NOTE POUR LE MINISTRE DE LA GUERRE SUR UN PROJET D’ORGANISATION DE LA GARDE NATIONALE.

Ce décret me parait bien, ainsi que tous les états.

Je ne veux pas de légion ; le dernier grade sera chef de bataillon.

Il faut un titre d’administration ; celui-ci n’est pas assez développé.

Toutes les cohortes se réuniront au chef-lieu de la division, où elles seront habillées et équipées par le conseil d’administration, qui aura à sa disposition tout le dépôt, un officier d’habillement, un quartier-maître, des tailleurs, des cordonniers et un certain nom­bre d’ouvriers ; tout cela comptant dans le dépôt.

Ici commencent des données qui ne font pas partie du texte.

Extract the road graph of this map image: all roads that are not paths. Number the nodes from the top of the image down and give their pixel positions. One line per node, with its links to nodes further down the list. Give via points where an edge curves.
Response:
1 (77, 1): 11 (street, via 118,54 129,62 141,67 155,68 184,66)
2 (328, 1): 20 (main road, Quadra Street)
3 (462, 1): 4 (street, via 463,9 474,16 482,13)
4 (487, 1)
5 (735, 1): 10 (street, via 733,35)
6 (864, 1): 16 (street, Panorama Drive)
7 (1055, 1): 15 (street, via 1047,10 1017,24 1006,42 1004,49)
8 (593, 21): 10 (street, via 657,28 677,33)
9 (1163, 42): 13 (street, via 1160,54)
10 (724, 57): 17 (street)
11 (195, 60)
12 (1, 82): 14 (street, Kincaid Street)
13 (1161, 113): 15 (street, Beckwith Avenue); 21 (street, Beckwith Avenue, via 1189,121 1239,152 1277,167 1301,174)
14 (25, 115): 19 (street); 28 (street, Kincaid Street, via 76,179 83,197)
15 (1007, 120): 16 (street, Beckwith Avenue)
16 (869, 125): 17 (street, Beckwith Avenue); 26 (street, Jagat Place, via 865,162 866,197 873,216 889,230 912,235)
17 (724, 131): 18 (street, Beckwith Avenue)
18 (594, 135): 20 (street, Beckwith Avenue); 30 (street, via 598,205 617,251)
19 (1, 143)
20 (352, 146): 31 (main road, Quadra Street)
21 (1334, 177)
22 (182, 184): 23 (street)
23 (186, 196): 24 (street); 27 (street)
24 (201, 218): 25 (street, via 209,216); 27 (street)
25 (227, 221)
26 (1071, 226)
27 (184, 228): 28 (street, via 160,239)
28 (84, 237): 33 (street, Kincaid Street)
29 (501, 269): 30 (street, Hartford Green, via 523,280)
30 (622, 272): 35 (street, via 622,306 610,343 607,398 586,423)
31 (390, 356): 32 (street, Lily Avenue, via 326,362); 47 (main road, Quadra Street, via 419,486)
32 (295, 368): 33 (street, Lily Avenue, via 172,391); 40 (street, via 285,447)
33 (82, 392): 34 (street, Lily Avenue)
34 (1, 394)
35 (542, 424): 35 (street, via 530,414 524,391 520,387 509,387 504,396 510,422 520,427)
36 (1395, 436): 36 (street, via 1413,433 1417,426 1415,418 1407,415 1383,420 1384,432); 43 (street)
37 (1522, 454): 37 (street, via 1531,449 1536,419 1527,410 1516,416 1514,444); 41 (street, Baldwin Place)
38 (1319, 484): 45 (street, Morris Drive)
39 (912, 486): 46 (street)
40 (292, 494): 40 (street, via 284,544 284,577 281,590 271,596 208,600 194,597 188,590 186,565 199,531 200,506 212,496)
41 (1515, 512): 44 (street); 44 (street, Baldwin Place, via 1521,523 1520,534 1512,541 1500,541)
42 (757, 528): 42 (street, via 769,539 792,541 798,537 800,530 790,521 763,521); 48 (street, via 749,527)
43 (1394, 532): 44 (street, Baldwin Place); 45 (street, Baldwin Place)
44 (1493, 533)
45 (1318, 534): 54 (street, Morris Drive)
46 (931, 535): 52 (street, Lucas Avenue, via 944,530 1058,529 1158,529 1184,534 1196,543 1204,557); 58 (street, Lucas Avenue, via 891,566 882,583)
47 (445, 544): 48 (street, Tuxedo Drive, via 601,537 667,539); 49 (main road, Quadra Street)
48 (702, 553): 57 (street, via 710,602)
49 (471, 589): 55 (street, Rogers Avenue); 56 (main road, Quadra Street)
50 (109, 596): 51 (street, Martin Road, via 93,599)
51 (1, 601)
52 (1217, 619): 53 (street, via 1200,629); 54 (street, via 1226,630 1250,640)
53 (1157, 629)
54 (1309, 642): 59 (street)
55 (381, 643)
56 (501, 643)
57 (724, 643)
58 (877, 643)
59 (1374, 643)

Le préfet est président du conseil d’administration ; le sous-préfet du chef-lieu est spécialement chargé des détails. Le conseil d’admi­nistration est composé du préfet, du sous-préfet, de l’ordonnateur de la division, du quartier-maître, du capitaine de l’habillement et de deux capitaines pris dans le dépôt.

Spécifier que la masse de l’habillement se paye au dépôt, celle de linge et chaussure à la cohorte.

Chaque cohorte aura un conseil d’administration qui correspon­dra avec le conseil d’administration du département.

Les réserves seront centralisées.

Le ministre de l’administration de la guerre soldera au conseil d’administration ce qui lui revient pour première mise et masse d’habillement, moyennant quoi le conseil d’administration pourvoira à tout.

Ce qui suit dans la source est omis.